The gentrification of the Bay Area has lead to a cascade of displacement of the region’s poor, working class, and ethnic and racial minorities. In San Francisco itself, currently the city with the most expensive housing market in the country, rents increased 13.5 percent in 2014 alone, leading more people to move to the middle-class suburbs. As real estate prices rise in places like Palo Alto, the middle class has begun to buy homes in the exurbs of the Central Valley, displacing farmworkers there.

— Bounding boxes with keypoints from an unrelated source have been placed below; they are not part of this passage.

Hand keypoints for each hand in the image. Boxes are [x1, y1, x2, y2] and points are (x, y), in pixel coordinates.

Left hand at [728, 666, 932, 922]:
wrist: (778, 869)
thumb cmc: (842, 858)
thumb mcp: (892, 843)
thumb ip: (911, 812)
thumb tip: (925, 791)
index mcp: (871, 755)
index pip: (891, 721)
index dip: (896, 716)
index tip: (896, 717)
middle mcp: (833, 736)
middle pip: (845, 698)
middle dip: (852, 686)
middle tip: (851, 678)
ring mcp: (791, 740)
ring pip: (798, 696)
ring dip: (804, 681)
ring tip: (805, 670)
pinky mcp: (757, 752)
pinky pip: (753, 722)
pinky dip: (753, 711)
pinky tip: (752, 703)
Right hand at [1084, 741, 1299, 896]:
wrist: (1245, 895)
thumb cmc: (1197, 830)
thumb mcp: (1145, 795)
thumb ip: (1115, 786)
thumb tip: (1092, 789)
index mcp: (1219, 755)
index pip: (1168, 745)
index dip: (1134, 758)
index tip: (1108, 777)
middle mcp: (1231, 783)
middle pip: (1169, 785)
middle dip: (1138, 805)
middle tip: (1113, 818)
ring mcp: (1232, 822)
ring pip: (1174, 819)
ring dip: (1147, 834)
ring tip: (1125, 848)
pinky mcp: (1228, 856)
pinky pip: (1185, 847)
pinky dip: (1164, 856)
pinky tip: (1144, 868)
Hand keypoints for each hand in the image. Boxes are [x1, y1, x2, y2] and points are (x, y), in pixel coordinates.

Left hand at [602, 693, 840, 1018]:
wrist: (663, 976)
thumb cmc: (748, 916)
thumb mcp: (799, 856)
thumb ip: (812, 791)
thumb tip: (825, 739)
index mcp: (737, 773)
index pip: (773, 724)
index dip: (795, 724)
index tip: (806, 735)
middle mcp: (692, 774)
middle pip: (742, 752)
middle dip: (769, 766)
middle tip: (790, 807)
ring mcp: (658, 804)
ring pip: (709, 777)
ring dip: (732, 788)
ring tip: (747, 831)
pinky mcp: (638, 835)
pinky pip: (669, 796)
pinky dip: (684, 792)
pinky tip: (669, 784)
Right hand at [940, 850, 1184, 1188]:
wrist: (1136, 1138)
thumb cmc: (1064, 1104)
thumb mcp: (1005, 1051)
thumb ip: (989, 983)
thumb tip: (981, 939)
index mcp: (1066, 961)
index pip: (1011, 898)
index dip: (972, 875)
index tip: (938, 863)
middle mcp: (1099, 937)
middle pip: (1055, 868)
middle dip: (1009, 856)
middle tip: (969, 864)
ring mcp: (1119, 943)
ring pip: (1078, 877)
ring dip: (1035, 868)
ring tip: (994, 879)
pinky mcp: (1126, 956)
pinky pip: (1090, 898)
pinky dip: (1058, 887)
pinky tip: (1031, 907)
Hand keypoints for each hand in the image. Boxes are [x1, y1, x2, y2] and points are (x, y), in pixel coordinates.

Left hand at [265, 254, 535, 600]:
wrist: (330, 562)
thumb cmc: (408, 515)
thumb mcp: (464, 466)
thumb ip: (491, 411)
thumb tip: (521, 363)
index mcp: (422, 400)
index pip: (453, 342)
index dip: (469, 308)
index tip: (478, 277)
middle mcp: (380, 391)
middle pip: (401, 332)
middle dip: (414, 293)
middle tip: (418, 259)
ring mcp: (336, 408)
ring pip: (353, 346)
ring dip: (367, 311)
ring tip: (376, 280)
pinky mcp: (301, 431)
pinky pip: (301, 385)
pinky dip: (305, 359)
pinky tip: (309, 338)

Some people shrug and say “that’s the way of the world. Just get on your bike and move elsewhere”. As an Epicurean I would reply, “that’s not good enough”. The displaced people were likely born and grew up in that part of California. Why should they be forced to live in their cars? At the very least some community-aware techie boss could start a fund to build shelters and give something back to the rest of the community. I like the habit some Christian sects have of tithing their members, who apparently don’t mind parting with 10% of their income because others are doing the same. In just a few years the poor and dis-possessed would at least be being treated with dignity and decency. No, you can’t make the rich techies contribute, but you can make them feel uncomfortable about the way the treat their fellow men and women.